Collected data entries
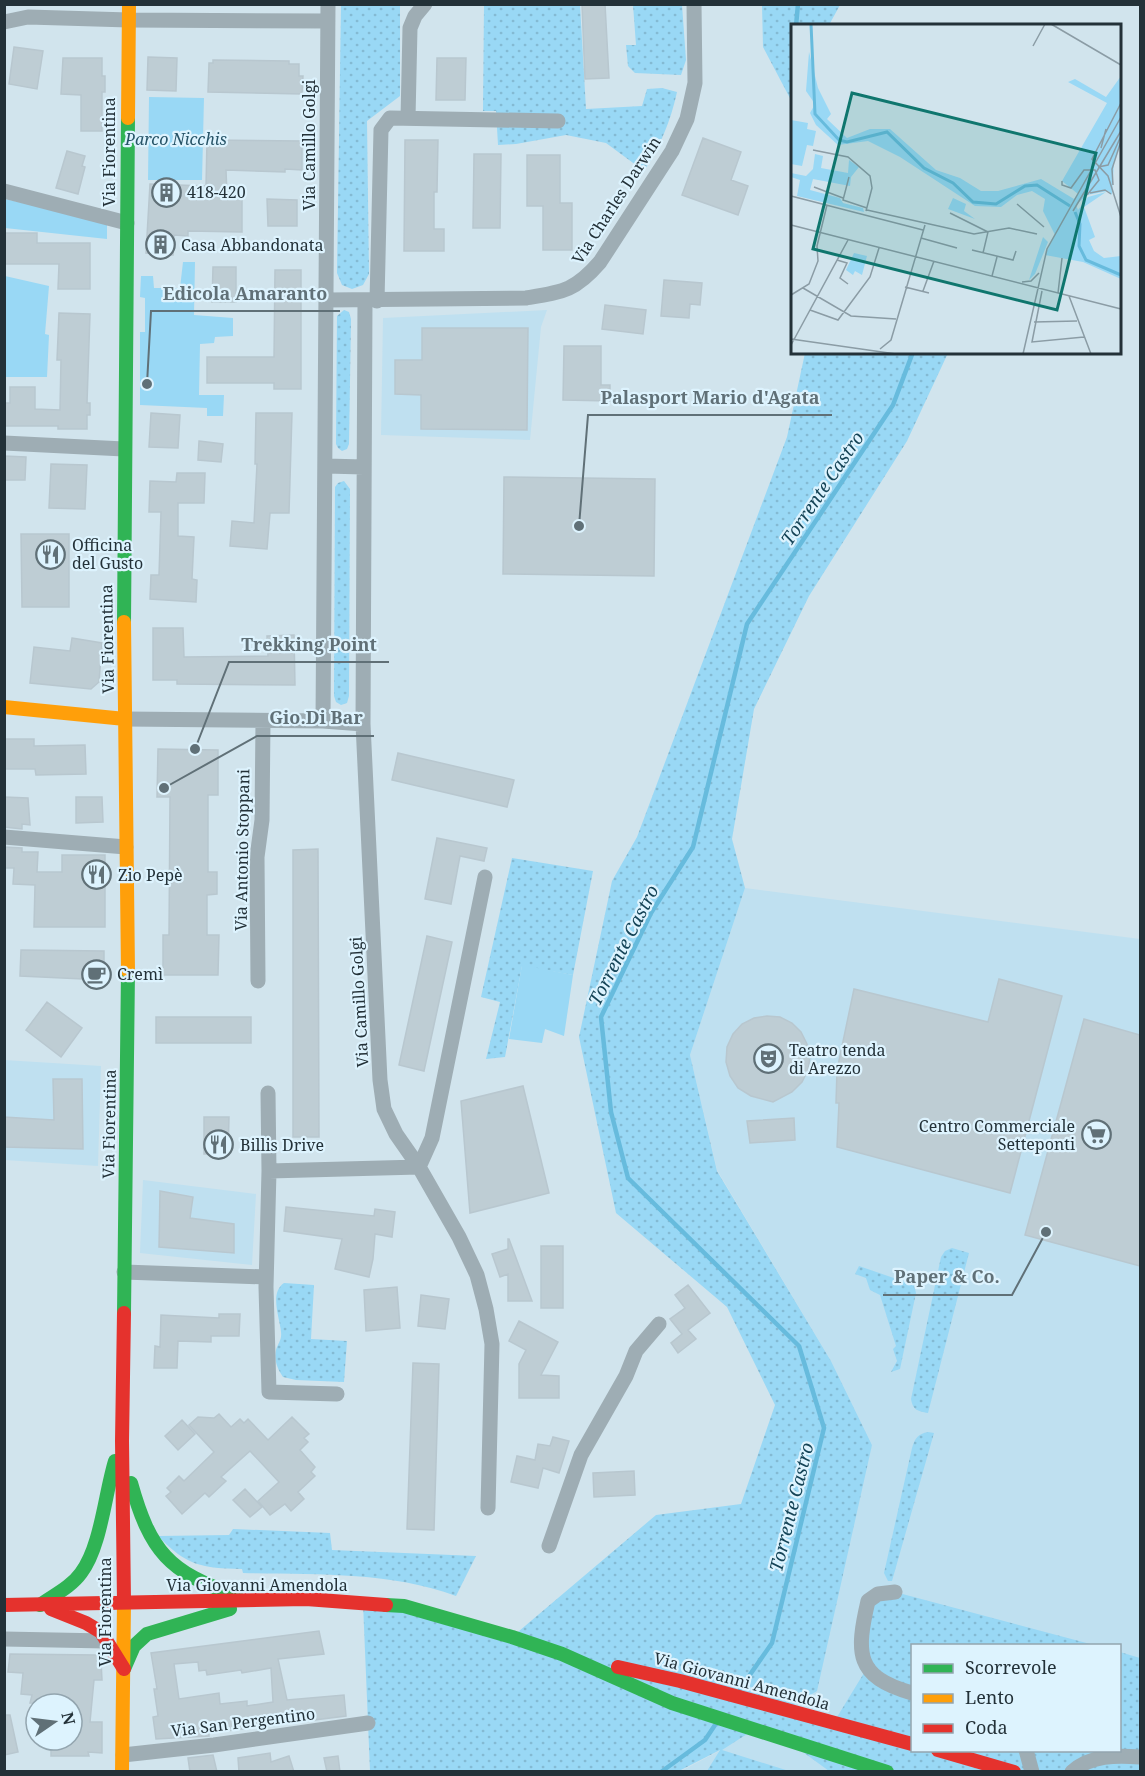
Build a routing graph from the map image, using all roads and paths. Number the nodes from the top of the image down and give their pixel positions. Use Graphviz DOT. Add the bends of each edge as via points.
graph roads {
  1 [pos="328,4"];
  2 [pos="425,4"];
  3 [pos="694,4"];
  4 [pos="129,12"];
  5 [pos="328,21"];
  6 [pos="4,22"];
  7 [pos="408,118"];
  8 [pos="558,121"];
  9 [pos="4,191"];
  10 [pos="127,223"];
  11 [pos="327,300"];
  12 [pos="371,300"];
  13 [pos="4,443"];
  14 [pos="124,449"];
  15 [pos="326,466"];
  16 [pos="364,467"];
  17 [pos="4,707"];
  18 [pos="126,719"];
  19 [pos="263,721"];
  20 [pos="323,721"];
  21 [pos="363,724"];
  22 [pos="4,837"];
  23 [pos="126,846"];
  24 [pos="485,877"];
  25 [pos="258,981"];
  26 [pos="268,1093"];
  27 [pos="419,1167"];
  28 [pos="269,1172"];
  29 [pos="124,1272"];
  30 [pos="266,1276"];
  31 [pos="659,1324"];
  32 [pos="337,1394"];
  33 [pos="122,1441"];
  34 [pos="488,1508"];
  35 [pos="549,1546"];
  36 [pos="895,1592"];
  37 [pos="256,1601"];
  38 [pos="124,1602"];
  39 [pos="4,1605"];
  40 [pos="39,1605"];
  41 [pos="4,1639"];
  42 [pos="103,1640"];
  43 [pos="562,1654"];
  44 [pos="124,1669"];
  45 [pos="911,1693"];
  46 [pos="368,1723"];
  47 [pos="785,1739"];
  48 [pos="911,1744"];
  49 [pos="945,1752"];
  50 [pos="1027,1752"];
  51 [pos="123,1755"];
  52 [pos="1140,1757"];
  53 [pos="821,1765"];
  54 [pos="1013,1771"];
  55 [pos="122,1772"];
  56 [pos="887,1772"];
  57 [pos="1032,1772"];
  58 [pos="1072,1772"];
  1 -- 5 [label="street, Via Camillo Golgi"];
  2 -- 7 [label="street" via="410,28"];
  3 -- 12 [label="street, Via Charles Darwin" via="695,83 687,119 672,151 586,279 557,293 526,298"];
  4 -- 5 [label="street"];
  4 -- 6 [label="street" via="28,17"];
  4 -- 10 [label="main road, Via Fiorentina"];
  5 -- 11 [label="street, Via Camillo Golgi"];
  7 -- 8 [label="street"];
  7 -- 12 [label="street" via="390,118 381,130"];
  9 -- 10 [label="street"];
  10 -- 14 [label="main road, Via Fiorentina"];
  11 -- 12 [label="street, Via Charles Darwin"];
  11 -- 15 [label="street, Via Camillo Golgi"];
  12 -- 16 [label="street, Via Camillo Golgi"];
  13 -- 14 [label="street"];
  14 -- 18 [label="main road, Via Fiorentina"];
  15 -- 16 [label="street"];
  15 -- 20 [label="street, Via Camillo Golgi"];
  16 -- 21 [label="street, Via Camillo Golgi"];
  17 -- 18 [label="main road"];
  18 -- 19 [label="street"];
  18 -- 23 [label="main road, Via Fiorentina"];
  19 -- 20 [label="street"];
  19 -- 25 [label="street, Via Antonio Stoppani" via="262,820 257,857"];
  20 -- 21 [label="street"];
  21 -- 27 [label="street, Via Camillo Golgi" via="381,1090 384,1109 396,1134"];
  22 -- 23 [label="street"];
  23 -- 29 [label="main road, Via Fiorentina"];
  24 -- 27 [label="street" via="432,1138"];
  26 -- 28 [label="street"];
  27 -- 28 [label="street"];
  27 -- 34 [label="street, Via Camillo Golgi" via="477,1275 486,1309 492,1344"];
  28 -- 30 [label="street"];
  29 -- 30 [label="street"];
  29 -- 33 [label="main road, Via Fiorentina"];
  30 -- 32 [label="street" via="269,1392"];
  31 -- 35 [label="street" via="636,1351 581,1455"];
  33 -- 37 [label="main road" via="135,1499 156,1548 173,1567 210,1587"];
  33 -- 38 [label="main road, Via Fiorentina"];
  33 -- 40 [label="main road" via="108,1481 91,1555 81,1573"];
  36 -- 45 [label="street" via="878,1594 868,1601 860,1636 861,1653 878,1679"];
  37 -- 38 [label="main road, Via Giovanni Amendola"];
  37 -- 43 [label="main road, Via Giovanni Amendola" via="306,1599 404,1606"];
  37 -- 44 [label="main road" via="147,1634 134,1646"];
  38 -- 40 [label="main road, Via Giovanni Amendola"];
  38 -- 44 [label="main road, Via Fiorentina"];
  39 -- 40 [label="main road, Via Giovanni Amendola"];
  40 -- 42 [label="main road" via="86,1623 101,1632"];
  41 -- 42 [label="street"];
  42 -- 44 [label="main road"];
  43 -- 47 [label="main road, Via Giovanni Amendola" via="672,1703"];
  43 -- 48 [label="main road, Via Giovanni Amendola" via="680,1681"];
  44 -- 51 [label="main road, Via Fiorentina"];
  46 -- 51 [label="street, Via San Pergentino"];
  47 -- 53 [label="main road"];
  47 -- 56 [label="main road, Via Giovanni Amendola"];
  49 -- 54 [label="main road"];
  50 -- 57 [label="street"];
  51 -- 55 [label="main road, Via Fiorentina"];
  52 -- 58 [label="street" via="1097,1758"];
}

* [Exercise]
All of the entries above are to be written out exactly, with no pictures.

* [Response]
Build a routing graph from the map image, using all roads and paths. Number the nodes from the top of the image down and give their pixel positions. Use Graphviz DOT. Add the bends of each edge as via points.
graph roads {
  1 [pos="328,4"];
  2 [pos="425,4"];
  3 [pos="694,4"];
  4 [pos="129,12"];
  5 [pos="328,21"];
  6 [pos="4,22"];
  7 [pos="408,118"];
  8 [pos="558,121"];
  9 [pos="4,191"];
  10 [pos="127,223"];
  11 [pos="327,300"];
  12 [pos="371,300"];
  13 [pos="4,443"];
  14 [pos="124,449"];
  15 [pos="326,466"];
  16 [pos="364,467"];
  17 [pos="4,707"];
  18 [pos="126,719"];
  19 [pos="263,721"];
  20 [pos="323,721"];
  21 [pos="363,724"];
  22 [pos="4,837"];
  23 [pos="126,846"];
  24 [pos="485,877"];
  25 [pos="258,981"];
  26 [pos="268,1093"];
  27 [pos="419,1167"];
  28 [pos="269,1172"];
  29 [pos="124,1272"];
  30 [pos="266,1276"];
  31 [pos="659,1324"];
  32 [pos="337,1394"];
  33 [pos="122,1441"];
  34 [pos="488,1508"];
  35 [pos="549,1546"];
  36 [pos="895,1592"];
  37 [pos="256,1601"];
  38 [pos="124,1602"];
  39 [pos="4,1605"];
  40 [pos="39,1605"];
  41 [pos="4,1639"];
  42 [pos="103,1640"];
  43 [pos="562,1654"];
  44 [pos="124,1669"];
  45 [pos="911,1693"];
  46 [pos="368,1723"];
  47 [pos="785,1739"];
  48 [pos="911,1744"];
  49 [pos="945,1752"];
  50 [pos="1027,1752"];
  51 [pos="123,1755"];
  52 [pos="1140,1757"];
  53 [pos="821,1765"];
  54 [pos="1013,1771"];
  55 [pos="122,1772"];
  56 [pos="887,1772"];
  57 [pos="1032,1772"];
  58 [pos="1072,1772"];
  1 -- 5 [label="street, Via Camillo Golgi"];
  2 -- 7 [label="street" via="410,28"];
  3 -- 12 [label="street, Via Charles Darwin" via="695,83 687,119 672,151 586,279 557,293 526,298"];
  4 -- 5 [label="street"];
  4 -- 6 [label="street" via="28,17"];
  4 -- 10 [label="main road, Via Fiorentina"];
  5 -- 11 [label="street, Via Camillo Golgi"];
  7 -- 8 [label="street"];
  7 -- 12 [label="street" via="390,118 381,130"];
  9 -- 10 [label="street"];
  10 -- 14 [label="main road, Via Fiorentina"];
  11 -- 12 [label="street, Via Charles Darwin"];
  11 -- 15 [label="street, Via Camillo Golgi"];
  12 -- 16 [label="street, Via Camillo Golgi"];
  13 -- 14 [label="street"];
  14 -- 18 [label="main road, Via Fiorentina"];
  15 -- 16 [label="street"];
  15 -- 20 [label="street, Via Camillo Golgi"];
  16 -- 21 [label="street, Via Camillo Golgi"];
  17 -- 18 [label="main road"];
  18 -- 19 [label="street"];
  18 -- 23 [label="main road, Via Fiorentina"];
  19 -- 20 [label="street"];
  19 -- 25 [label="street, Via Antonio Stoppani" via="262,820 257,857"];
  20 -- 21 [label="street"];
  21 -- 27 [label="street, Via Camillo Golgi" via="381,1090 384,1109 396,1134"];
  22 -- 23 [label="street"];
  23 -- 29 [label="main road, Via Fiorentina"];
  24 -- 27 [label="street" via="432,1138"];
  26 -- 28 [label="street"];
  27 -- 28 [label="street"];
  27 -- 34 [label="street, Via Camillo Golgi" via="477,1275 486,1309 492,1344"];
  28 -- 30 [label="street"];
  29 -- 30 [label="street"];
  29 -- 33 [label="main road, Via Fiorentina"];
  30 -- 32 [label="street" via="269,1392"];
  31 -- 35 [label="street" via="636,1351 581,1455"];
  33 -- 37 [label="main road" via="135,1499 156,1548 173,1567 210,1587"];
  33 -- 38 [label="main road, Via Fiorentina"];
  33 -- 40 [label="main road" via="108,1481 91,1555 81,1573"];
  36 -- 45 [label="street" via="878,1594 868,1601 860,1636 861,1653 878,1679"];
  37 -- 38 [label="main road, Via Giovanni Amendola"];
  37 -- 43 [label="main road, Via Giovanni Amendola" via="306,1599 404,1606"];
  37 -- 44 [label="main road" via="147,1634 134,1646"];
  38 -- 40 [label="main road, Via Giovanni Amendola"];
  38 -- 44 [label="main road, Via Fiorentina"];
  39 -- 40 [label="main road, Via Giovanni Amendola"];
  40 -- 42 [label="main road" via="86,1623 101,1632"];
  41 -- 42 [label="street"];
  42 -- 44 [label="main road"];
  43 -- 47 [label="main road, Via Giovanni Amendola" via="672,1703"];
  43 -- 48 [label="main road, Via Giovanni Amendola" via="680,1681"];
  44 -- 51 [label="main road, Via Fiorentina"];
  46 -- 51 [label="street, Via San Pergentino"];
  47 -- 53 [label="main road"];
  47 -- 56 [label="main road, Via Giovanni Amendola"];
  49 -- 54 [label="main road"];
  50 -- 57 [label="street"];
  51 -- 55 [label="main road, Via Fiorentina"];
  52 -- 58 [label="street" via="1097,1758"];
}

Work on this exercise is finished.